I waited as she inhaled again on her unlit cigarette, exhaled some nonexistent smoke. Her foot bounced at the end of her ankle like a fish dangling from a line. Then, she actually asked for an ashtray.

“There are no ashes,” I pointed out reasonably.

“Please,” she said. “It helps.”

I sighed and rooted around a bottom drawer and found something Anthony had made back in arts and crafts when he was in first grade. I use the words “arts and crafts” liberally. Whatever it was—a hand or a butt cheek—I set it in front of her. She shrugged and proceeded to tap off some invisible ashes.
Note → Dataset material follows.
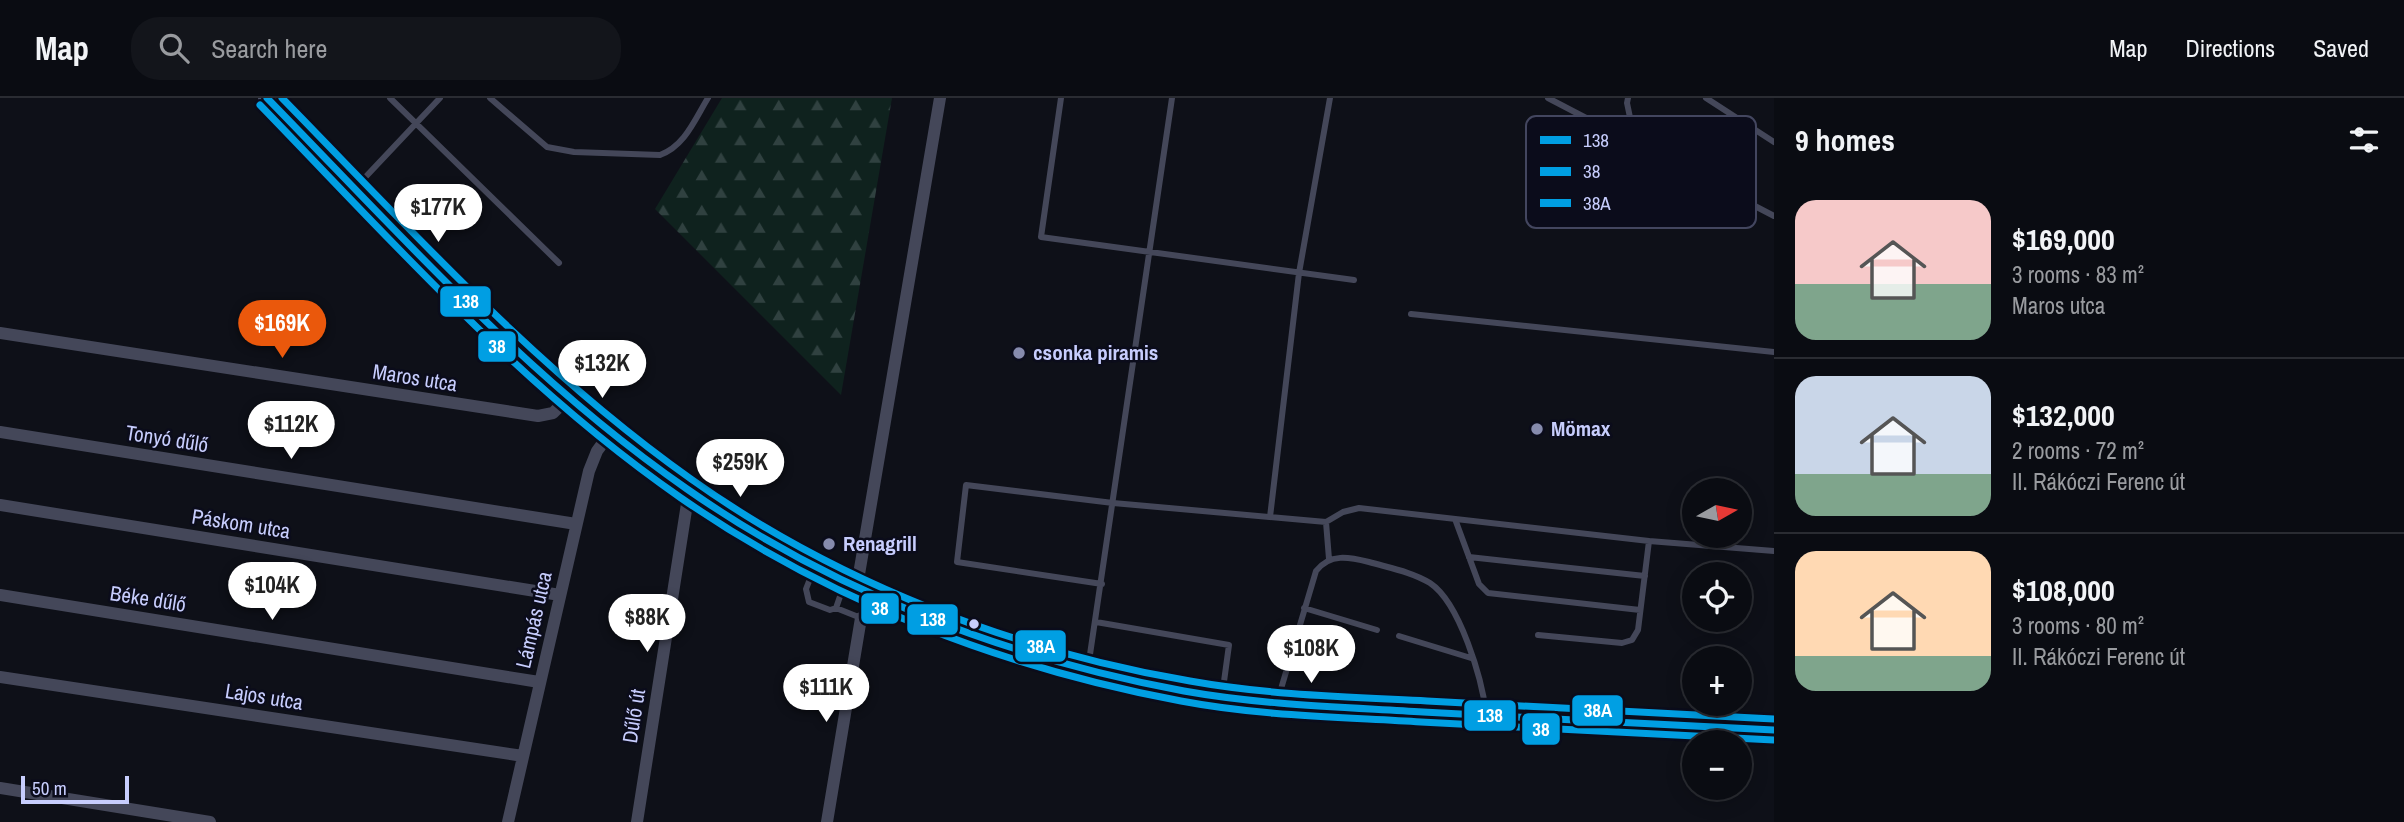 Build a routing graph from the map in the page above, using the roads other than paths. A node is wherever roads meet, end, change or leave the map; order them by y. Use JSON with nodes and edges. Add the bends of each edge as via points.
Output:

Our last encounter was a memorable one. Sugar had tried to stop me as I approached my then-husband’s office. Tried being the operative word. I might have hit her hard enough to break her nose. And I might have enjoyed it way too much.

“I said sorry about that,” said Sugar. She had picked up on my thoughts and assumed, like most people did, that I had spoken. I had not. And, yes, earlier on the phone, she had apologized again about sleeping with Danny.

“So you said.”

“I mean, you aren’t still mad about that, are you? That was, like, years ago.”

“Two and a half years ago. And, yes, I’m still mad.”

“Well, I’m sorry. If it wasn’t me, it would have been any of the other girls. Your husband was, like, into all of us.”

“Good to know.”

“Besides, I haven’t seen him in, like, over a year. Have you?”